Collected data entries
- - - -

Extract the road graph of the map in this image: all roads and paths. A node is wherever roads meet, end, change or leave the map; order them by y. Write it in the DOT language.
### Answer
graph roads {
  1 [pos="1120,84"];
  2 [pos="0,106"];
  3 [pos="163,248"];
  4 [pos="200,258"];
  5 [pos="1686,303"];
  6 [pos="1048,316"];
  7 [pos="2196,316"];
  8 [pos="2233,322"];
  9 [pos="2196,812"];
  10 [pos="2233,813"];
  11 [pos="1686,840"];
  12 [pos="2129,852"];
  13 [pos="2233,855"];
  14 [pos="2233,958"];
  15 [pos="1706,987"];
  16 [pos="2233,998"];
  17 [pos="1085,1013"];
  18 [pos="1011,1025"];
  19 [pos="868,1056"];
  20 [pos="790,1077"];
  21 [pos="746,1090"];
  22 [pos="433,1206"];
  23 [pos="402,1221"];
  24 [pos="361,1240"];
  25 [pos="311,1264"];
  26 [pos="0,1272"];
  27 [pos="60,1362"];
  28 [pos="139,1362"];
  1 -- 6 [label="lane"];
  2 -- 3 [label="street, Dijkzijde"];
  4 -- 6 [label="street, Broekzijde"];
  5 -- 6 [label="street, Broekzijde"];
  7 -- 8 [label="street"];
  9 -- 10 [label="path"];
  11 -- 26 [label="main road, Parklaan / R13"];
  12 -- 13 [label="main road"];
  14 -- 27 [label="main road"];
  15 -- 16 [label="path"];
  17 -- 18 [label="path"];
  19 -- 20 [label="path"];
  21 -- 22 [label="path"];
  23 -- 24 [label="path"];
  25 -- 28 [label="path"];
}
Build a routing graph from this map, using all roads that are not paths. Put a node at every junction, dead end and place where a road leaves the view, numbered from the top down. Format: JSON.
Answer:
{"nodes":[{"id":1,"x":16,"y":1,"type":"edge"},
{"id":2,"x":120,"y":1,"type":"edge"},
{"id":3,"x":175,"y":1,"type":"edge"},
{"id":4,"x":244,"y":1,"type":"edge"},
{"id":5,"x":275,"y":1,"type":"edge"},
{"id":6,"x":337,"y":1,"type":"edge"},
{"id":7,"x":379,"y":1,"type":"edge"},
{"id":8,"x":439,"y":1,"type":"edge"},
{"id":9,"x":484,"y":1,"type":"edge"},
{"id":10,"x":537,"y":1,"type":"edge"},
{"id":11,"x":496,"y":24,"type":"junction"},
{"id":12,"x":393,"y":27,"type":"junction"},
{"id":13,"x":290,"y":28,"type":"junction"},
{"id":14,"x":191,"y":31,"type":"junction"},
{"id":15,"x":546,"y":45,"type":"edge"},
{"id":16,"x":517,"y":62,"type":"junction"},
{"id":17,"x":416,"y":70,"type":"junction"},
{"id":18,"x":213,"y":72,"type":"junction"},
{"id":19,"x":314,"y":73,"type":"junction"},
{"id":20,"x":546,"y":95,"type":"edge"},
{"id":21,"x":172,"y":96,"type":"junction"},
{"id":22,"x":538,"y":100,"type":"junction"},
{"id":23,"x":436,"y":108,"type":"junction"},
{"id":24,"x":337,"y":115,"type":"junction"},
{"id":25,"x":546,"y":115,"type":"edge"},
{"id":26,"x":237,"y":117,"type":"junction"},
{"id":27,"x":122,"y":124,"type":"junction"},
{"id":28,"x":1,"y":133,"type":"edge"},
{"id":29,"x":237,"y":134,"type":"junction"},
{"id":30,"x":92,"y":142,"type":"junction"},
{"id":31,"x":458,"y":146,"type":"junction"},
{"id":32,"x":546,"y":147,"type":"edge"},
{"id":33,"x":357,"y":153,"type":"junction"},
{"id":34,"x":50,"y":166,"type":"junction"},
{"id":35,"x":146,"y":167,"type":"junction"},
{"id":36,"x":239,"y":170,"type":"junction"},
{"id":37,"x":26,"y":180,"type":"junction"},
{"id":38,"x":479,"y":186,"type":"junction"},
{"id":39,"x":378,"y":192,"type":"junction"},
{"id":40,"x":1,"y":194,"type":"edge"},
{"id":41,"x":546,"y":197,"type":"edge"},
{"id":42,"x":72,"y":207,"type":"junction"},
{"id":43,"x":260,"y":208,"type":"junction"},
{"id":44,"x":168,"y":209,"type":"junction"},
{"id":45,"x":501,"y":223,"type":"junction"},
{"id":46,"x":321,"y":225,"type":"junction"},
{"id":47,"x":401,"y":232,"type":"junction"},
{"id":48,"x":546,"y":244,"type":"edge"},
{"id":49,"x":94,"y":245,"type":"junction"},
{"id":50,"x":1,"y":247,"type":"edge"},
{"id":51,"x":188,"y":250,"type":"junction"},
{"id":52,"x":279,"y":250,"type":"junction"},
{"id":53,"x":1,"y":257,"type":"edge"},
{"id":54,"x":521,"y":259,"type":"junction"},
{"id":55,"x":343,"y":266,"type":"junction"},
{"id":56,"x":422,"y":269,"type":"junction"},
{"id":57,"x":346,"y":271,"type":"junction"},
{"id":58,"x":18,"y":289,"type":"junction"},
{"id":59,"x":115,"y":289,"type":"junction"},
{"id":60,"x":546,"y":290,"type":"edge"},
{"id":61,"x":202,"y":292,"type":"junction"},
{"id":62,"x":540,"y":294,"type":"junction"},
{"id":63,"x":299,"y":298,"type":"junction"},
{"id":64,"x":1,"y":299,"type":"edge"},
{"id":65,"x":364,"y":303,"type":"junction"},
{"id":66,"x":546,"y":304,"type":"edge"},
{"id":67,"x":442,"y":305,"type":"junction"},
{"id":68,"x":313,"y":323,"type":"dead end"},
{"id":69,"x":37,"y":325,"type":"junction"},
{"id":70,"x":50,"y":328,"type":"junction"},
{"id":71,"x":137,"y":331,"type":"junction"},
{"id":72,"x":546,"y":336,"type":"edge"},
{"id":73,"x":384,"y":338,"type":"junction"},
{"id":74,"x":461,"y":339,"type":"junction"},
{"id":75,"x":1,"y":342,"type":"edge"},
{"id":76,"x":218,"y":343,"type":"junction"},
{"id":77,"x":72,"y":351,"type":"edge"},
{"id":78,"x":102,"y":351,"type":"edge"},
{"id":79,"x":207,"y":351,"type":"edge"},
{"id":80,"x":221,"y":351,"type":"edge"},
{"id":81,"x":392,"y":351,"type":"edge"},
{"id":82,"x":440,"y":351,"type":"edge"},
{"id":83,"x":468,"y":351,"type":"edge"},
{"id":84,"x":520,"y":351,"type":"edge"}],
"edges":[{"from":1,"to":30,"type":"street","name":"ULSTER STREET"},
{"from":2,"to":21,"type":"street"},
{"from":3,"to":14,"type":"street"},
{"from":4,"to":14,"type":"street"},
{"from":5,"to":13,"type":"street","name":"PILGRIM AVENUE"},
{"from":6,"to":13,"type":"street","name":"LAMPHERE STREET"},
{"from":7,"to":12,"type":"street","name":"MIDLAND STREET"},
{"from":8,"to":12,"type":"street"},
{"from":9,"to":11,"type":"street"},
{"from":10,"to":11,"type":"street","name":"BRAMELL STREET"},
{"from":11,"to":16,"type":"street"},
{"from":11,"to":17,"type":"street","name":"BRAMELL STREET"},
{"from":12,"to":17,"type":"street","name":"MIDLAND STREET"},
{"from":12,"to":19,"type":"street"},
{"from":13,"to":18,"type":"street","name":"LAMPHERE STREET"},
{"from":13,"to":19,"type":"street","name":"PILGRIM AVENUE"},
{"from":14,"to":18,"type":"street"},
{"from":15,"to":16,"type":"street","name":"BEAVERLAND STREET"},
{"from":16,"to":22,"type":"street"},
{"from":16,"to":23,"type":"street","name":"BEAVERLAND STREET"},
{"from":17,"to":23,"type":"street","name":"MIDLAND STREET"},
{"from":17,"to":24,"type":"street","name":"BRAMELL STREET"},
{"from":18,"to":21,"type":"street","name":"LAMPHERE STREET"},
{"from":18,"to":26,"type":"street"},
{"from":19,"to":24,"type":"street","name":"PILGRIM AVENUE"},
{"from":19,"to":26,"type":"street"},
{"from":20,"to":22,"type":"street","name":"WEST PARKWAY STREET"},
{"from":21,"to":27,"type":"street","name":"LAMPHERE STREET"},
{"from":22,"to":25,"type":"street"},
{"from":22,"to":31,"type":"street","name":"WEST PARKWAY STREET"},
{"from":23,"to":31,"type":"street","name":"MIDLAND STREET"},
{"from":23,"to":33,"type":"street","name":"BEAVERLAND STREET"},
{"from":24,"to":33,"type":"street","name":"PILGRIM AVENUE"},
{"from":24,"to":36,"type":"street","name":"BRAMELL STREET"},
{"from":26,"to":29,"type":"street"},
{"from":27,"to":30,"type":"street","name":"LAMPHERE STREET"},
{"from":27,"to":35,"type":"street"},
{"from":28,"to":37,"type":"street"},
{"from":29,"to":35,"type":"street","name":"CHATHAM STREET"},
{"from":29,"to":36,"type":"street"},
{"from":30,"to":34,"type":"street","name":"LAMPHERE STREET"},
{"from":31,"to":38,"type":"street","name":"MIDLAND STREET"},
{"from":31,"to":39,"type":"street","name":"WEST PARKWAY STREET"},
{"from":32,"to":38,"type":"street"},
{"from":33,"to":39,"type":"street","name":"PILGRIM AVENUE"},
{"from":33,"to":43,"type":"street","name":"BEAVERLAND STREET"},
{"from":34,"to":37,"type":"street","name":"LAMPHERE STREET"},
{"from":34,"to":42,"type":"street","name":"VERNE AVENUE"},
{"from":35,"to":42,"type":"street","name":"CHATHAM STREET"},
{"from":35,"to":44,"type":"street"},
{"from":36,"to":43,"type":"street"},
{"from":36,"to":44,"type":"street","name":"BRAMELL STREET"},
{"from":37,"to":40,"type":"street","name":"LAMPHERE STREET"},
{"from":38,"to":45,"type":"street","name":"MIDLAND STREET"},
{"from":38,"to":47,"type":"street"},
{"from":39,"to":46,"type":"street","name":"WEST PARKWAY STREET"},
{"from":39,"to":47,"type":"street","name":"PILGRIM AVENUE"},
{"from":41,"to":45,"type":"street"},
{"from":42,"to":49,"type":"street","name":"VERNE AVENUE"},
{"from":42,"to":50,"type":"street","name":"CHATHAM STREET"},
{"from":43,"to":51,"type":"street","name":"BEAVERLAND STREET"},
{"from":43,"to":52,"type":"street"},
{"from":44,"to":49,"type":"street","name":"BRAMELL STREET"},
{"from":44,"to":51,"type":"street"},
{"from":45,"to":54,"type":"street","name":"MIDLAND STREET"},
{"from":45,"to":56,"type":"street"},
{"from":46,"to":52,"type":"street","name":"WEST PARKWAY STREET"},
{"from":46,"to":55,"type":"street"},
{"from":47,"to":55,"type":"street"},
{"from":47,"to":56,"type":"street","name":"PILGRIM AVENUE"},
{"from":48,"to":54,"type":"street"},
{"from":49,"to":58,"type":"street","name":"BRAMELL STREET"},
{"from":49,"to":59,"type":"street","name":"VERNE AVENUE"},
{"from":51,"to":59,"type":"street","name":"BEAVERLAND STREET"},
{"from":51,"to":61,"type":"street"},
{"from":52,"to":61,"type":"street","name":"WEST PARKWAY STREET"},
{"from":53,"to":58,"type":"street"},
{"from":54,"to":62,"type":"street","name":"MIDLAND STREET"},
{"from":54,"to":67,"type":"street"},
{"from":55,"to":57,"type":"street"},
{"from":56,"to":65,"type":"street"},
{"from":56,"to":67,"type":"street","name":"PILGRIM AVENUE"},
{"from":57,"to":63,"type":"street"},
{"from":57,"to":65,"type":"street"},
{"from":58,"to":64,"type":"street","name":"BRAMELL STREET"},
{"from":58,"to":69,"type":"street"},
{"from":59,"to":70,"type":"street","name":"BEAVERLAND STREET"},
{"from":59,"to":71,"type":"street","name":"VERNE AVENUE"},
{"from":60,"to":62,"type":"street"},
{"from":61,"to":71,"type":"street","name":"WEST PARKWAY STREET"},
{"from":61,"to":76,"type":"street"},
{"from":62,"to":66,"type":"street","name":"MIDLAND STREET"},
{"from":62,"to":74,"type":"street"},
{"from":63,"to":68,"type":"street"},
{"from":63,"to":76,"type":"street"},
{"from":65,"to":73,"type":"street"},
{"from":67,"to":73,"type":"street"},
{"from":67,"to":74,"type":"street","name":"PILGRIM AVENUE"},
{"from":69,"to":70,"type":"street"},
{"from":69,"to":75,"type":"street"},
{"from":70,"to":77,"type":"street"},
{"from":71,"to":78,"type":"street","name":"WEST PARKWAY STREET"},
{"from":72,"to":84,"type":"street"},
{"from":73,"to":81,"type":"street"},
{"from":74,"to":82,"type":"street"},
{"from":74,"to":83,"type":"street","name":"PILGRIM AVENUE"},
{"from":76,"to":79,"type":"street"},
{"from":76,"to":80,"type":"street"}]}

- - - -

* _What is needed_: Please tally the lines of the entries that hold "roads" and give only the resulting number.

* _Solution for this exercise_: 3